> [Data to process]:
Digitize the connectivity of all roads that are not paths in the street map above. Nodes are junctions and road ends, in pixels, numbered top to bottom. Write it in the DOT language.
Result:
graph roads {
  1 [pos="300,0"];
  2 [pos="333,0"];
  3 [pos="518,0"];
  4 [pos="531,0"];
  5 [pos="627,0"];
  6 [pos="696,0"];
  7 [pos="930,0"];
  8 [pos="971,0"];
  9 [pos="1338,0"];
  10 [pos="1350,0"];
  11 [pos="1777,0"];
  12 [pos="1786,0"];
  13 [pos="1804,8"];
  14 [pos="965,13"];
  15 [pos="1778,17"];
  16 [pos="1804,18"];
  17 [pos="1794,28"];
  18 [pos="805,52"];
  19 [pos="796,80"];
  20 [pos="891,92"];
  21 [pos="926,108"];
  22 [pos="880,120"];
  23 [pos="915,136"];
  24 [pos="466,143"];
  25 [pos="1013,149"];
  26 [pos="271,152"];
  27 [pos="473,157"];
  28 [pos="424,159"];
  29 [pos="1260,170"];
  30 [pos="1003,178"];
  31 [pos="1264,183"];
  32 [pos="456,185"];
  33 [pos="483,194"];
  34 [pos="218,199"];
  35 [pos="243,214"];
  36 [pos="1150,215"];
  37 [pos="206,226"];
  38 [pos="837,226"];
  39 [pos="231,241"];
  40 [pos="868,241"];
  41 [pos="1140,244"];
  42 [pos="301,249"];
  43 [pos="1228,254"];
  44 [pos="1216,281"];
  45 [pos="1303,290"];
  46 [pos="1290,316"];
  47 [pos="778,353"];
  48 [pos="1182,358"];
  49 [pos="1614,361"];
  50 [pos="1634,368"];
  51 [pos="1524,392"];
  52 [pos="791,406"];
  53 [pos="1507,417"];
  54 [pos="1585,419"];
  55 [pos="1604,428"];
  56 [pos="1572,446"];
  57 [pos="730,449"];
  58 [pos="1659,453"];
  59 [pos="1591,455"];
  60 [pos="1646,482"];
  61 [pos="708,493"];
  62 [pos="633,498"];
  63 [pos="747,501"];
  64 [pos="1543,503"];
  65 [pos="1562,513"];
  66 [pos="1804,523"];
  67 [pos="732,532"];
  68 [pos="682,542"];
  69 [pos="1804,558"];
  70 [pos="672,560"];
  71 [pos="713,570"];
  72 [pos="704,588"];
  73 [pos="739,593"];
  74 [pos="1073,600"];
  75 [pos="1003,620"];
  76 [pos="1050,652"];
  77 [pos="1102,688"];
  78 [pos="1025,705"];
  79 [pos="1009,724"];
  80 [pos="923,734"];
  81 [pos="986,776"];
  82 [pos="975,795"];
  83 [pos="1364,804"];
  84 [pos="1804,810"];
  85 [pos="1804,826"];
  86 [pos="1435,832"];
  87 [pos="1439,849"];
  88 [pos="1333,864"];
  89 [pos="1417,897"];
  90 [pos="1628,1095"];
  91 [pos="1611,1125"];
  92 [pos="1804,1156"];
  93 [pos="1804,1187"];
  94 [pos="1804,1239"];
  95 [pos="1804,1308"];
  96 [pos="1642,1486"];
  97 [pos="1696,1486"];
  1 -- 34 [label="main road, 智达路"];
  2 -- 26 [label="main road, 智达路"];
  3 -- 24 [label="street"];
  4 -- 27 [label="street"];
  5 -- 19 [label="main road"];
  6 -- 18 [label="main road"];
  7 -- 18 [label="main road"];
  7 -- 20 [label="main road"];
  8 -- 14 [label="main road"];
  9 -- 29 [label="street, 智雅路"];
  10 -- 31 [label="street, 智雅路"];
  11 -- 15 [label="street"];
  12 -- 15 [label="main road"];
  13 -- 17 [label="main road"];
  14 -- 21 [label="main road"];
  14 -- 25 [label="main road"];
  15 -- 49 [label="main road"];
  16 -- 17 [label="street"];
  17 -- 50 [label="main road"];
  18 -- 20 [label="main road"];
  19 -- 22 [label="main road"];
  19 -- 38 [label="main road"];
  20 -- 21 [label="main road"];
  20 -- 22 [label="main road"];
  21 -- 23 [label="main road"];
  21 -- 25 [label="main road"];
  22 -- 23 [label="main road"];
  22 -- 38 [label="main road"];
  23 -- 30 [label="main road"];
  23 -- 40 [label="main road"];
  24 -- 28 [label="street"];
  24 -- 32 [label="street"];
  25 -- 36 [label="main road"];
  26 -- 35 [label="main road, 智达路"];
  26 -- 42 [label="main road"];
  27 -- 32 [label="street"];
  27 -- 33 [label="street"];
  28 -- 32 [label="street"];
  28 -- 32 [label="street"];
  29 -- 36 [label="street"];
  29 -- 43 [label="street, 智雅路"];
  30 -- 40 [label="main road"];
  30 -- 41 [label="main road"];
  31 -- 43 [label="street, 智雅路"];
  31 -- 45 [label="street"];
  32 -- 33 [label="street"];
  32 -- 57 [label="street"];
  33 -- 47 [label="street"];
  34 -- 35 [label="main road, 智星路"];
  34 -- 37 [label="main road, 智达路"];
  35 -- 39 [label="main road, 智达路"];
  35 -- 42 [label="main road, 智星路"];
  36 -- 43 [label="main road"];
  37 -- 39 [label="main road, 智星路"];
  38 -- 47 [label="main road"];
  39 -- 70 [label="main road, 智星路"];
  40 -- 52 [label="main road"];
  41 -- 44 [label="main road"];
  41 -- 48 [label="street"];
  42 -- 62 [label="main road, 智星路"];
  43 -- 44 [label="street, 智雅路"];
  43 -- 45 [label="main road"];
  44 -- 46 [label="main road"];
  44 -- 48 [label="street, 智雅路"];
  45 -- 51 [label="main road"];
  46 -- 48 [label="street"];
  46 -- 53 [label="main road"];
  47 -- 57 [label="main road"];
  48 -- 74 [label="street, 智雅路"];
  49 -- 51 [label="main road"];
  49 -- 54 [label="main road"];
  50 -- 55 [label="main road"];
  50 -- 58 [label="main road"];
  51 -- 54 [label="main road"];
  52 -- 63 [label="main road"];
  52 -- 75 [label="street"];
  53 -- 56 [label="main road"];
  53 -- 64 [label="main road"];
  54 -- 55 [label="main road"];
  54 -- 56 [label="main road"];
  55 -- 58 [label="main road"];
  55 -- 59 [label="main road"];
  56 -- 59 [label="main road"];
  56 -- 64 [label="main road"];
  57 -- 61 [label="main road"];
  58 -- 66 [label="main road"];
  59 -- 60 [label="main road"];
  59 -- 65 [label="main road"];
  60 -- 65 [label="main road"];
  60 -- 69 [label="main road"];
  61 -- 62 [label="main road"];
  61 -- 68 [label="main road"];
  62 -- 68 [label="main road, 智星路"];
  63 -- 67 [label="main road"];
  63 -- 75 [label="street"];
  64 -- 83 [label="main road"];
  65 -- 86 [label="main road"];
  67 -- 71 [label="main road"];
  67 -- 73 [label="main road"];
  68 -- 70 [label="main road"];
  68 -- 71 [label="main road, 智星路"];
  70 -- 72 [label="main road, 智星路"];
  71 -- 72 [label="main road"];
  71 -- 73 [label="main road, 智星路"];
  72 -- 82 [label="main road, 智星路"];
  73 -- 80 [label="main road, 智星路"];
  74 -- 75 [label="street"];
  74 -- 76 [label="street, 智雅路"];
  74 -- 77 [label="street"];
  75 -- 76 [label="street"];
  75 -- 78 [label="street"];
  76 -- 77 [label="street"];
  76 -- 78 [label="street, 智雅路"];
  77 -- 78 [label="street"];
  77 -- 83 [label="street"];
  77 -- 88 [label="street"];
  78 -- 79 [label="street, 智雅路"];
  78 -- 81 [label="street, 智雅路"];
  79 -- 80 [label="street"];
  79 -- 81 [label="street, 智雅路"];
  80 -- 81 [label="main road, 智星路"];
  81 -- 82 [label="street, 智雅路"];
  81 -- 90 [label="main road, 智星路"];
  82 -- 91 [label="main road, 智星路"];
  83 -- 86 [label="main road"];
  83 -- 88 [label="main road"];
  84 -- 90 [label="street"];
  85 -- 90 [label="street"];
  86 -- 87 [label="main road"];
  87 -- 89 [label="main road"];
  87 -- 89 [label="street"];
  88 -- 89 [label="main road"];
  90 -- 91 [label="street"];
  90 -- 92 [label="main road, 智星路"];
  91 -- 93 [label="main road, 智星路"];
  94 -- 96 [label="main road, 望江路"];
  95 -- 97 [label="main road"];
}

> [Task brief]:
Using the material above, report each line where "roads" occurs.

> [Written reply]:
Digitize the connectivity of all roads that are not paths in the street map above. Nodes are junctions and road ends, in pixels, numbered top to bottom. Write it in the DOT language.
graph roads {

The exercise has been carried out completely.